[LLVMdev] Bug 16257 - fmul of undef ConstantExpr not folded to undef

Wed Aug 27 09:17:00 PDT 2014

Duncan,
> Hi Oleg,
>
>>  >> /This is either a mistake, or a decision that in LLVM IR snans 
>> are always
>> considered to be signalling. /
>> Yes, this seems to be an agreement to treat "undef" as a SNaN for 
>> "fdiv".
>
> "undef" is whatever bit pattern you want it to be, i.e. the compiler 
> can assume it is any convenient value.  For one fdiv optimization 
> maybe it is convenient to choose it to be the bit pattern of an snan, 
> for some other fdiv optimization the compiler can choose it to be 1.0 
> if that is convenient.
>
>> The question is whether we can make the same assumption for other 
>> floating point
>> operations, or "fdiv" needs a correction to prevent folding since 
>> signalling of
>> SNaNs might be disabled.
>
> You can assume that undef is an snan if you want in any floating point 
> operation.  But what does that assumption buy you?  If you are willing 
> to assume that the processor will trap on snans then it buys you a lot 
> for any floating point operation, but if you are not willing to assume 
> that then you need to find some other trick or give up on folding the 
> operation to undef.
This is confusing me a bit.
On the one hand, we can assume undef to be an SNaN for the sake of 
folding. InstructionSimplify makes such an assumption and folds "fdiv 
undef, %X" and "fdiv %X, undef" to undef.

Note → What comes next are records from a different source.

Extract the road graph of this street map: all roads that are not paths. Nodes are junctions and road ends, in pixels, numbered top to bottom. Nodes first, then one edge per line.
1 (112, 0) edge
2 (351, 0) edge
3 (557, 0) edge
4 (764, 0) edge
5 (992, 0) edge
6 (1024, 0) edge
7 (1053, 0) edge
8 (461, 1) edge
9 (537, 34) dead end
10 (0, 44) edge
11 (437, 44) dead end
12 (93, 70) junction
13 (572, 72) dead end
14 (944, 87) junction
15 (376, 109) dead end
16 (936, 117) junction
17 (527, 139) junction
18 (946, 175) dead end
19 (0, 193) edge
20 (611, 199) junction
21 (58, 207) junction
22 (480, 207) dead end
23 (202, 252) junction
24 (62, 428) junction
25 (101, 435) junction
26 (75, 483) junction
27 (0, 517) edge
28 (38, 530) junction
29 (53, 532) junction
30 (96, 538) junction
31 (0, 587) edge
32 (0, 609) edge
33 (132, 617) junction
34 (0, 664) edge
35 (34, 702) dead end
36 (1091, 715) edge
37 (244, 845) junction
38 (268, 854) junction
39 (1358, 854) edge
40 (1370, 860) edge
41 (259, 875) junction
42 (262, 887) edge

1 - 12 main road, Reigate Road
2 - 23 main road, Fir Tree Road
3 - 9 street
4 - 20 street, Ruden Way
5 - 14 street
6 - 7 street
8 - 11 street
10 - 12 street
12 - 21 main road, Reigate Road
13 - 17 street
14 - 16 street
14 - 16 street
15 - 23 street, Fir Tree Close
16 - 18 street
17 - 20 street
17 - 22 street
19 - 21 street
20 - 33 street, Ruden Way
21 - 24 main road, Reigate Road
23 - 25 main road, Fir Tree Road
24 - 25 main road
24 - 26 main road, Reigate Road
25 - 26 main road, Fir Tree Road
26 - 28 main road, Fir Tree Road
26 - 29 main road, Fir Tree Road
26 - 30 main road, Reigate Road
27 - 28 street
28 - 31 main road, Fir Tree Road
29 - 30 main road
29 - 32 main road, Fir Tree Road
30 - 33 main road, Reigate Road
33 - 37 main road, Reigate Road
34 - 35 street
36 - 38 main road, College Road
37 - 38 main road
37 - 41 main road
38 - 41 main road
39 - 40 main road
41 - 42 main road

On the other hand, there are the requests to fold "fmul undef, undef" / 
"fadd undef, undef" to undef as well. However, it was stated that such 
folding is questionable as signalling of SNaNs can potentially be disabled.
Shouldn't fdiv / fmul / fadd be consistent as regards the assumptions 
they make?
Could you please advise how we should proceed with the bugs 16257 and 
16258 then?
>
>>
>>  >> /InstructionSimplify folds "mul %X, undef" to 0 always/
>> Sorry, I malformed this line and forgot to highlight that by "%X" I 
>> meant a
>> constant here. So, constant folding comes into play. The result 
>> depends on the
>> constant parity. E.g.:
>>     mul i64 5, undef  --> undef
>>     mul i64 4, undef  --> 0
>> I still have difficulty understanding why the first one is folded to 
>> "undef".
>> "Undef" could be zero, so the result is also zero. Besides, if 
>> "undef" isn't
>> zero, it's impossible to get an arbitrary bit pattern anyway. The 
>> result will
>> always be divisible by 5.
>
> No, that's not true, because we are dealing with arithmetic modulo 
> 2^64 here. Since 5 and 2^64 are relatively prime, you can prove that 
> given any i64 value R, there exists an i64 value X such that mul i64 
> 5, X is equal to R.  Here's an example using i3 arithmetic (possible 
> values: 0, ..., 7).
>   mul i3 5, 0 -> 0
>   mul i3 5, 5 -> 1 (because 5 * 5 is 25; reduced modulo 8 that gives 1)
>   mul i3 5, 2 -> 2
>   mul i3 5, 7 -> 3
>   mul i3 5, 4 -> 4
>   mul i3 5, 1 -> 5
>   mul i3 5, 6 -> 6
>   mul i3 5, 3 -> 7
> So you see that every possible i3 output is achievable.  Thus it is 
> correct to fold "mul i3 5, undef" to undef.  The same goes for any 
> other number that is relatively prime to 2, i.e. is an odd number.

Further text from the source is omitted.